Rational Hodge--Tate prismatic crystals of quasi-l.c.i algebras and non-abelian $p$-adic Hodge theory
Xiaoyu Qu, Jiahong Yu
TL;DR
The paper extends p-adic non-abelian Hodge theory to quasi-l.c.i. algebras by establishing a de Rham realization that classifies rational Hodge-Tate prismatic crystals as topologically nilpotent integrable connections on Hodge–Tate cohomology. It introduces a-smallness and a robust cosimplicial-stratification framework, enabling the translation between prismatic crystals and Higgs/MIC data in a broad non-noetherian setting, including pre-smooth and geometric valuation rings. The results generalize prior classifications (e.g.
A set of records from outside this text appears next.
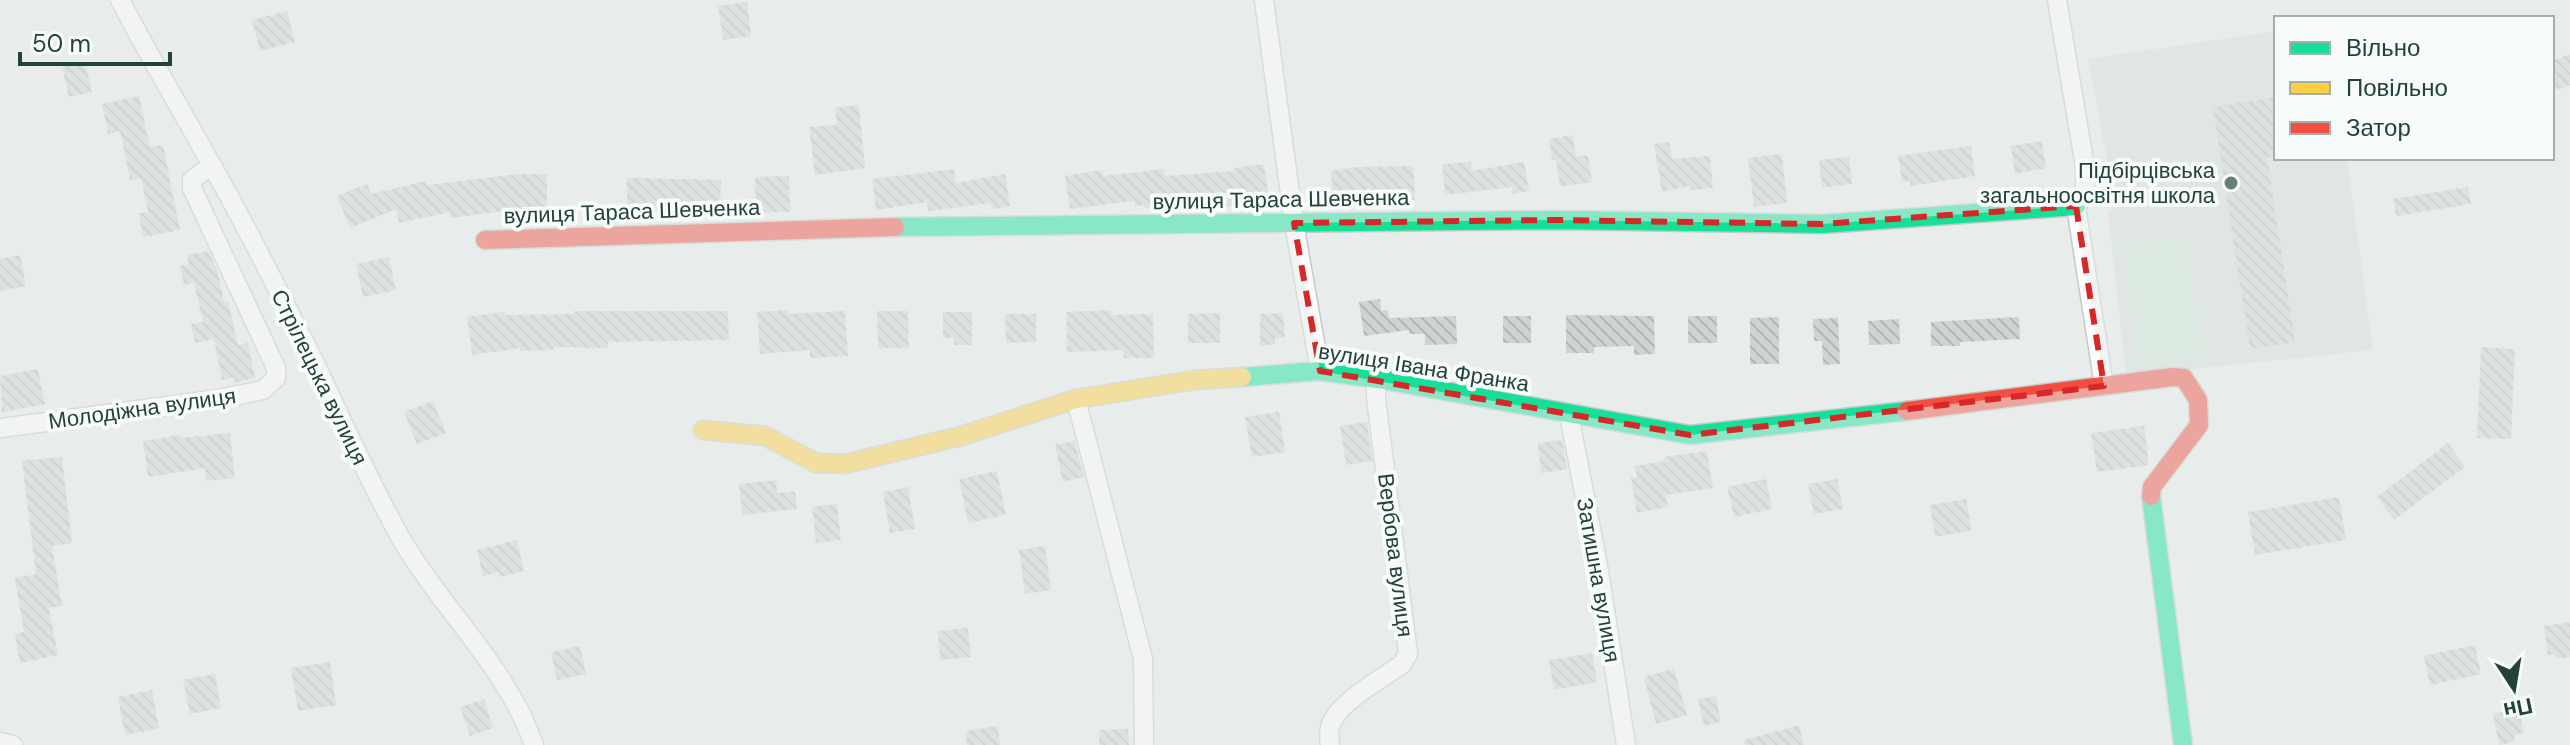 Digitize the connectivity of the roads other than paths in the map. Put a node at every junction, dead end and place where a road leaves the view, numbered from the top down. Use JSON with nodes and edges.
{"nodes":[{"id":1,"x":120,"y":0,"type":"edge"},
{"id":2,"x":1264,"y":0,"type":"edge"},
{"id":3,"x":2057,"y":0,"type":"edge"},
{"id":4,"x":212,"y":165,"type":"junction"},
{"id":5,"x":2076,"y":206,"type":"junction"},
{"id":6,"x":1294,"y":223,"type":"junction"},
{"id":7,"x":485,"y":240,"type":"dead end"},
{"id":8,"x":1320,"y":371,"type":"junction"},
{"id":9,"x":1378,"y":379,"type":"junction"},
{"id":10,"x":2104,"y":386,"type":"junction"},
{"id":11,"x":1076,"y":399,"type":"junction"},
{"id":12,"x":1569,"y":415,"type":"junction"},
{"id":13,"x":0,"y":428,"type":"edge"},
{"id":14,"x":703,"y":430,"type":"dead end"},
{"id":15,"x":0,"y":742,"type":"edge"},
{"id":16,"x":13,"y":745,"type":"edge"},
{"id":17,"x":534,"y":745,"type":"edge"},
{"id":18,"x":1144,"y":745,"type":"edge"},
{"id":19,"x":1330,"y":745,"type":"edge"},
{"id":20,"x":1626,"y":745,"type":"edge"},
{"id":21,"x":2183,"y":745,"type":"edge"}],
"edges":[{"from":1,"to":4,"type":"street","name":"Стрілецька вулиця"},
{"from":2,"to":6,"type":"street"},
{"from":3,"to":5,"type":"street"},
{"from":4,"to":13,"type":"street","name":"Молодіжна вулиця"},
{"from":4,"to":17,"type":"street","name":"Стрілецька вулиця"},
{"from":5,"to":6,"type":"street","name":"вулиця Тараса Шевченка"},
{"from":5,"to":10,"type":"street"},
{"from":6,"to":7,"type":"street","name":"вулиця Тараса Шевченка"},
{"from":6,"to":8,"type":"street"},
{"from":8,"to":9,"type":"street","name":"вулиця Івана Франка"},
{"from":8,"to":11,"type":"street","name":"вулиця Івана Франка"},
{"from":9,"to":12,"type":"street","name":"вулиця Івана Франка"},
{"from":9,"to":19,"type":"street","name":"Вербова вулиця"},
{"from":10,"to":12,"type":"street","name":"вулиця Івана Франка"},
{"from":10,"to":21,"type":"street","name":"вулиця Івана Франка"},
{"from":11,"to":14,"type":"street","name":"вулиця Івана Франка"},
{"from":11,"to":18,"type":"street"},
{"from":12,"to":20,"type":"street","name":"Затишна вулиця"},
{"from":15,"to":16,"type":"street"}]}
Tian, Ogus, Min–Wang) to non-topologically finitely generated algebras and connect with Sen theory via geometric Sen operators on valuation rings. Collectively, the work yields new insights into p-adic non-abelian Hodge theory and expands the applicability of prismatic methods to a wide class of algebras.
Abstract
Consider a bounded prism $(A,I)$ and a bounded quasi-l.c.i algebra $R$ over $\overline{A}$. In this paper, for any prism $S/A$ with a surjection $S\to R$ such that $\widehat{\mathbb L}_{\overline{S}/\overline{A}}$ is a $p$-completely flat module over $\overline{S}$, we establish an equivalence of categories between rational Hodge-Tate crystals on $(R/A)_Δ$ and topologically nilpotent integrable connections on the Hodge--Tate cohomology ring $\overlineΔ_{R/S}$. As an application, for a non-zero divisor $a\in \overline{A}$, we introduce the concept of $a$-smallness for a rational Hodge-Tate prismatic crystal on $(R/A)_Δ$. Finally, we focus on some special algebras $R$ over $\mathcal O_{\mathbb C_p}$ (or generally, the ring of integers of an algebraic closed and complete non-archimedean field) including all $p$-completely smooth algebras, $p$-complete algebras with semi-stable reductions and geometric valuation rings. By using our equivalence, we analyze the restriction functor from the category of $a$-small rational Hodge-Tate prismatic crystals to the category of $v$-vector bundles. This yields some new results in $p$-adic non-abelian Hodge Theory.